▸ ACTIVITY
Your copy should repeat the data that follows exactly and contain no image.

▸ Collected data
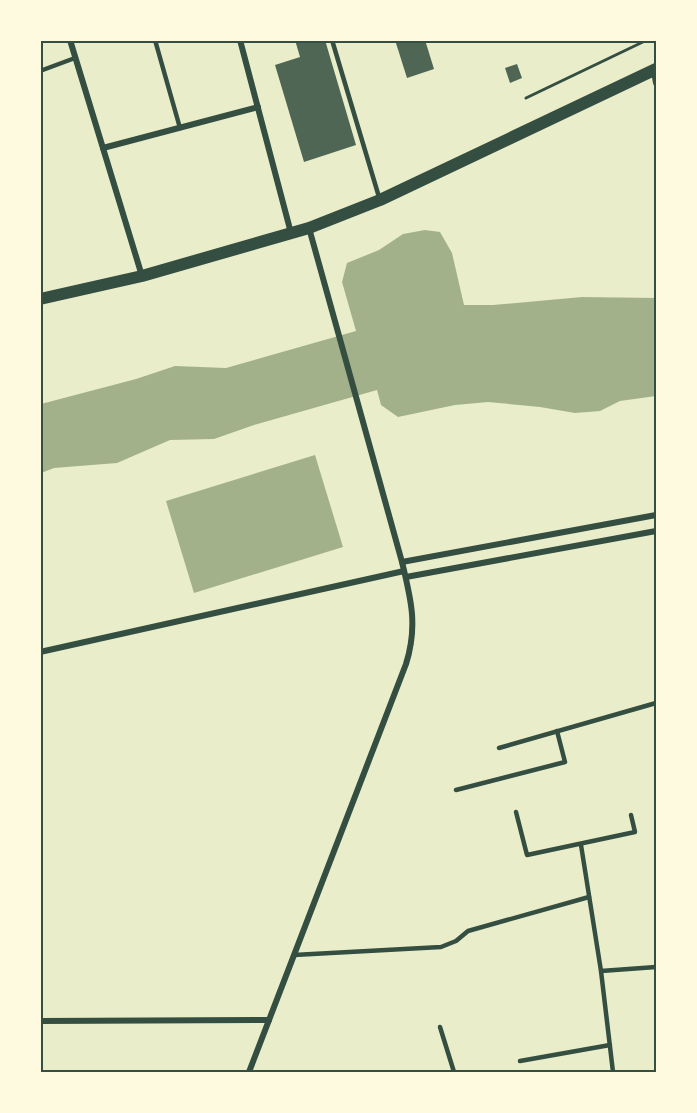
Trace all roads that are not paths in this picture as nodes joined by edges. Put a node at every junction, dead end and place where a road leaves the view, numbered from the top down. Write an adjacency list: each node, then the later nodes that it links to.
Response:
1 (70, 40): 5 (street)
2 (154, 40): 10 (lane)
3 (240, 40): 9 (street)
4 (332, 40): 12 (lane)
5 (75, 58): 7 (lane); 11 (street)
6 (655, 69): 8 (street); 12 (main road)
7 (40, 71)
8 (657, 83)
9 (258, 107): 10 (street); 14 (street)
10 (180, 128): 11 (street)
11 (103, 148): 15 (street)
12 (380, 200): 13 (main road)
13 (309, 228): 14 (main road); 21 (street)
14 (291, 233): 15 (main road)
15 (142, 276): 16 (main road)
16 (40, 299)
17 (657, 514): 18 (street)
18 (569, 531): 20 (street); 21 (street)
19 (657, 531): 20 (street)
20 (572, 547): 22 (street)
21 (402, 562): 22 (street)
22 (405, 574): 23 (street); 32 (street)
23 (40, 652)
24 (657, 703): 25 (lane)
25 (557, 731): 26 (lane); 27 (lane)
26 (499, 748)
27 (456, 790)
28 (516, 813): 30 (lane)
29 (631, 815): 30 (lane)
30 (581, 845): 31 (lane)
31 (589, 897): 32 (lane); 34 (lane)
32 (294, 955): 35 (street)
33 (657, 967): 34 (lane)
34 (601, 971): 38 (lane)
35 (269, 1020): 36 (street); 40 (street)
36 (40, 1021)
37 (440, 1027): 41 (lane)
38 (610, 1044): 39 (lane); 42 (lane)
39 (520, 1061)
40 (249, 1072)
41 (454, 1072)
42 (613, 1072)

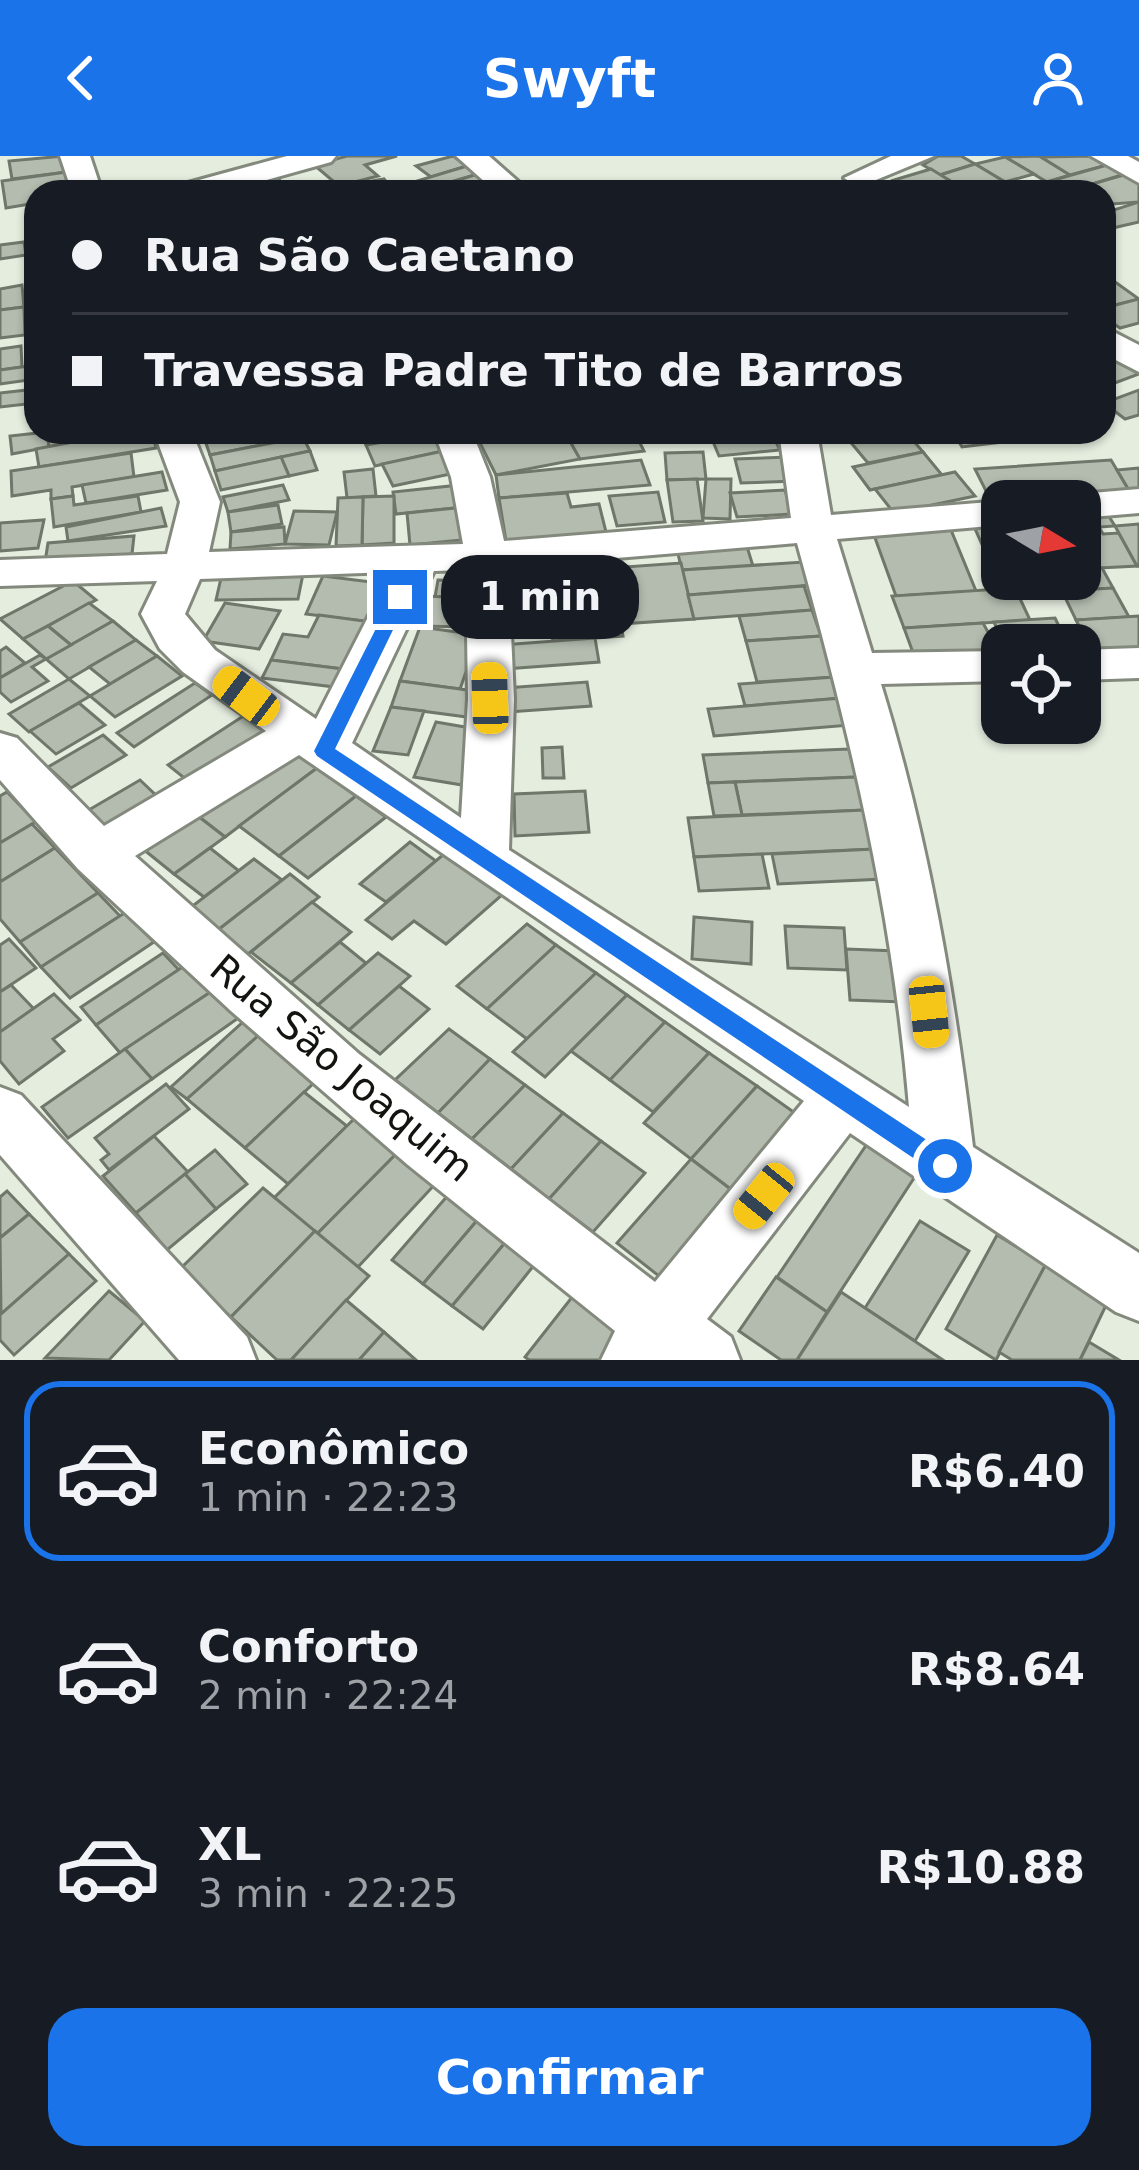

▸ SOLUTION TO THIS PROBLEM
Trace all roads that are not paths in this picture as nodes joined by edges. Put a node at every junction, dead end and place where a road leaves the view, numbered from the top down. Write an adjacency list: each node, then the later nodes that it links to.
Response:
1 (70, 40): 5 (street)
2 (154, 40): 10 (lane)
3 (240, 40): 9 (street)
4 (332, 40): 12 (lane)
5 (75, 58): 7 (lane); 11 (street)
6 (655, 69): 8 (street); 12 (main road)
7 (40, 71)
8 (657, 83)
9 (258, 107): 10 (street); 14 (street)
10 (180, 128): 11 (street)
11 (103, 148): 15 (street)
12 (380, 200): 13 (main road)
13 (309, 228): 14 (main road); 21 (street)
14 (291, 233): 15 (main road)
15 (142, 276): 16 (main road)
16 (40, 299)
17 (657, 514): 18 (street)
18 (569, 531): 20 (street); 21 (street)
19 (657, 531): 20 (street)
20 (572, 547): 22 (street)
21 (402, 562): 22 (street)
22 (405, 574): 23 (street); 32 (street)
23 (40, 652)
24 (657, 703): 25 (lane)
25 (557, 731): 26 (lane); 27 (lane)
26 (499, 748)
27 (456, 790)
28 (516, 813): 30 (lane)
29 (631, 815): 30 (lane)
30 (581, 845): 31 (lane)
31 (589, 897): 32 (lane); 34 (lane)
32 (294, 955): 35 (street)
33 (657, 967): 34 (lane)
34 (601, 971): 38 (lane)
35 (269, 1020): 36 (street); 40 (street)
36 (40, 1021)
37 (440, 1027): 41 (lane)
38 (610, 1044): 39 (lane); 42 (lane)
39 (520, 1061)
40 (249, 1072)
41 (454, 1072)
42 (613, 1072)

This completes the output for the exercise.